Task description: Your task is to find every line in the records that holds the string "place" and copy it.

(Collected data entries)

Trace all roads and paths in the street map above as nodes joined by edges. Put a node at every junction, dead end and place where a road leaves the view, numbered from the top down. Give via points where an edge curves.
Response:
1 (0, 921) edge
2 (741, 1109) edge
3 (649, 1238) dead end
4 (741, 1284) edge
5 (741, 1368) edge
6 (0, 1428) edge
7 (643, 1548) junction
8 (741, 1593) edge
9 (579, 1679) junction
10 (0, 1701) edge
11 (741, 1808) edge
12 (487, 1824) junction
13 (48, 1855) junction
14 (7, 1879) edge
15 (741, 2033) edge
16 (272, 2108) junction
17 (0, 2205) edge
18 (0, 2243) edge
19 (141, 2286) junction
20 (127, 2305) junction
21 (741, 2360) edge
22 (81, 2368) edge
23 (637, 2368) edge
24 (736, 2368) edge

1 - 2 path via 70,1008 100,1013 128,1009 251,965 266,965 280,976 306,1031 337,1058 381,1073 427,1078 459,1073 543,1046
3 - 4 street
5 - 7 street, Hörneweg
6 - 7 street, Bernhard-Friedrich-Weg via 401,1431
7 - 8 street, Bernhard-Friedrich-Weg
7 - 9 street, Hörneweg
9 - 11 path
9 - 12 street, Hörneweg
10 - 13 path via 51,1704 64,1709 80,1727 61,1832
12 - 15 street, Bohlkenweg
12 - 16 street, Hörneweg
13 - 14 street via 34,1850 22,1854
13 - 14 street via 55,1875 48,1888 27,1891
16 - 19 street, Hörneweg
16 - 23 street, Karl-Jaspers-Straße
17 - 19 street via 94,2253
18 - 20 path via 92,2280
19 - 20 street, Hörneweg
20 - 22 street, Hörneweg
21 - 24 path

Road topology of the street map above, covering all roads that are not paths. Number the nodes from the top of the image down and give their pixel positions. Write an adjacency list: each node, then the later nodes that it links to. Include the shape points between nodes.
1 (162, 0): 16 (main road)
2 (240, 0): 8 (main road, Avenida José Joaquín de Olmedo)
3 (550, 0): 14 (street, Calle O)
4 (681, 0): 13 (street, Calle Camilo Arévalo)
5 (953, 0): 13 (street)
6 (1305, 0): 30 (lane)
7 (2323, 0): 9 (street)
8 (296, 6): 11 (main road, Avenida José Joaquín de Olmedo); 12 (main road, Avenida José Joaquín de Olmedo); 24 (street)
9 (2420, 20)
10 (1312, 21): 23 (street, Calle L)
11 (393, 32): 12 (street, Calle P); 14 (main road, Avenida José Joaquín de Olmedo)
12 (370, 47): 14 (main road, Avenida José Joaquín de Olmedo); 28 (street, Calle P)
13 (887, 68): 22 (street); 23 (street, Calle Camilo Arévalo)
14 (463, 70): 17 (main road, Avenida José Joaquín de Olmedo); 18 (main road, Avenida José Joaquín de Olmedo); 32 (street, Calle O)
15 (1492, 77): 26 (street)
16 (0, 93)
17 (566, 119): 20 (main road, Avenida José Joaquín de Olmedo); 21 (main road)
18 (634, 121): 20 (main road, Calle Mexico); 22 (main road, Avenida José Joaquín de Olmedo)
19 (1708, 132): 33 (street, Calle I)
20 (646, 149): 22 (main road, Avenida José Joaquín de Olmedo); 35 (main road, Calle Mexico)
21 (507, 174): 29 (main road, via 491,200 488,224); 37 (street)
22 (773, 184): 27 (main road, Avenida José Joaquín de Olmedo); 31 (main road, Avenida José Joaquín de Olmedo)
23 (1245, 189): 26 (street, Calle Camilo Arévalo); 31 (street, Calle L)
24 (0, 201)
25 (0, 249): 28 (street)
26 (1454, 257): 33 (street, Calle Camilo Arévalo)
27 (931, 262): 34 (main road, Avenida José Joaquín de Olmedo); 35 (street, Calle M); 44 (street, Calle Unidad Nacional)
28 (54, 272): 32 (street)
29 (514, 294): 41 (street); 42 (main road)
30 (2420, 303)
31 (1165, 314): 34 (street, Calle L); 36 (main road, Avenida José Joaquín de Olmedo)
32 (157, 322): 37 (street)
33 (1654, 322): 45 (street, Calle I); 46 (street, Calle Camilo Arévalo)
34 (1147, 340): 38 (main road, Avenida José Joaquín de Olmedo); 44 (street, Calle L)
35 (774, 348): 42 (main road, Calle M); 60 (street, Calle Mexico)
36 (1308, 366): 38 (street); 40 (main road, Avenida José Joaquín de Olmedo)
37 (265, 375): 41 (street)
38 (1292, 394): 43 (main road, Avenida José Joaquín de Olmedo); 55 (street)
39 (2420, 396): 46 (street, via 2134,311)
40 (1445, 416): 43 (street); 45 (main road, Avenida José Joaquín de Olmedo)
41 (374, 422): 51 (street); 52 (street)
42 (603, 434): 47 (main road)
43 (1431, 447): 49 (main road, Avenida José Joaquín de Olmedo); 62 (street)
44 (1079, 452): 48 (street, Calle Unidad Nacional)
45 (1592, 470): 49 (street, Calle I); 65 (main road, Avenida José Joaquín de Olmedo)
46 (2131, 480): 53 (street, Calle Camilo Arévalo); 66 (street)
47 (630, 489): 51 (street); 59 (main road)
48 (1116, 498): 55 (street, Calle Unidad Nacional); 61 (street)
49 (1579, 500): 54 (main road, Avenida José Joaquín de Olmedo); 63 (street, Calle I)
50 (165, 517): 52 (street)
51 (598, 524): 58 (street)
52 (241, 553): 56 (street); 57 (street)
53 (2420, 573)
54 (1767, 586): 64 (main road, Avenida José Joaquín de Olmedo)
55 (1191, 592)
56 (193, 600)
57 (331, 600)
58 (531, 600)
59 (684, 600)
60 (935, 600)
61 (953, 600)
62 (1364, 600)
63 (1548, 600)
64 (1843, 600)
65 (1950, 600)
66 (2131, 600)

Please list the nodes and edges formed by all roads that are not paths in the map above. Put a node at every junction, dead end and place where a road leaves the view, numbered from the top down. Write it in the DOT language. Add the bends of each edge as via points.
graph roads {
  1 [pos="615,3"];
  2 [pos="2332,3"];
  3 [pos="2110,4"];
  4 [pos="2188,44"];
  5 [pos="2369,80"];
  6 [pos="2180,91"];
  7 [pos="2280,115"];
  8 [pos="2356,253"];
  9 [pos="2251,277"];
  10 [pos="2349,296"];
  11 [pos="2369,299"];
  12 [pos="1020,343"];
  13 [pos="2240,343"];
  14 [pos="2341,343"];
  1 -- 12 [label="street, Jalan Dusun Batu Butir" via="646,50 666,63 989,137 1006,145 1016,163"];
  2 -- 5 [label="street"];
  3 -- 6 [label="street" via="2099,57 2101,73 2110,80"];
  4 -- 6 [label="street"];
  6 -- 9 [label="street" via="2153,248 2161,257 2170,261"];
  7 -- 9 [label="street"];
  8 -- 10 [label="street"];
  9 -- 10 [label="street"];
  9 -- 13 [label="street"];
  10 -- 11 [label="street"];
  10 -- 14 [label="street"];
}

Answer box:
Trace all roads and paths in the street map above as nodes joined by edges. Put a node at every junction, dead end and place where a road leaves the view, numbered from the top down. Give via points where an edge curves.
Please list the nodes and edges formed by all roads that are not paths in the map above. Put a node at every junction, dead end and place where a road leaves the view, numbered from the top down. Write it in the DOT language. Add the bends of each edge as via points.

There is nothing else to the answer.